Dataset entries
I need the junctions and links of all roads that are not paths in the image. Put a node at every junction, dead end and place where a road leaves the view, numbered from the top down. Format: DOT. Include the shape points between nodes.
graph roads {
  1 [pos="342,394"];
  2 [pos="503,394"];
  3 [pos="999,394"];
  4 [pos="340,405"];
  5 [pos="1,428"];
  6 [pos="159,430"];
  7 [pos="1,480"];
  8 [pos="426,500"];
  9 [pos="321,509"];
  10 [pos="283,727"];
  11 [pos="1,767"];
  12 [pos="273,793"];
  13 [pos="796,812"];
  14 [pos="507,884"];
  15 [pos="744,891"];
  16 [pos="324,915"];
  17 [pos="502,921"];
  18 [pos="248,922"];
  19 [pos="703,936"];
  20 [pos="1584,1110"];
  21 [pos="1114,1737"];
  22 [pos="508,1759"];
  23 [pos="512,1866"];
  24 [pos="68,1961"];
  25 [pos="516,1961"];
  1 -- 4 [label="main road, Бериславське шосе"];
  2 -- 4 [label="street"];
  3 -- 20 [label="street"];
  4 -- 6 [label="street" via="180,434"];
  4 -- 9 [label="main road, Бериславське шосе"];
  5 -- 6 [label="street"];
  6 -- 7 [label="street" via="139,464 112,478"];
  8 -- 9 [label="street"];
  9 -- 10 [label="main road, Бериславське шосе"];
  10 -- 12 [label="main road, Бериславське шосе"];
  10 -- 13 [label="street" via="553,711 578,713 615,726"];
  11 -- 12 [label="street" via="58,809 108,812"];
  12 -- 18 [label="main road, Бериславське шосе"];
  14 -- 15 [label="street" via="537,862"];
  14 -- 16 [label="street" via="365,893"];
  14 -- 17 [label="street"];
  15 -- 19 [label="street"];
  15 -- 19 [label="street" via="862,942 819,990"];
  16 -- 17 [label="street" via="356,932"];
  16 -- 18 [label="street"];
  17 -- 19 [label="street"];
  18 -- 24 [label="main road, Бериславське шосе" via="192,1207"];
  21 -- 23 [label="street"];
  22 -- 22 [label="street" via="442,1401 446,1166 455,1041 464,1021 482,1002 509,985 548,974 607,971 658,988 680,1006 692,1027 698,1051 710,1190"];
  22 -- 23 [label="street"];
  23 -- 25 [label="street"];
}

TASK TO COMPLETE »
What lines above hold the word "roads"? Pull each one out.

SOLUTION TO THE EXERCISE »
I need the junctions and links of all roads that are not paths in the image. Put a node at every junction, dead end and place where a road leaves the view, numbered from the top down. Format: DOT. Include the shape points between nodes.
graph roads {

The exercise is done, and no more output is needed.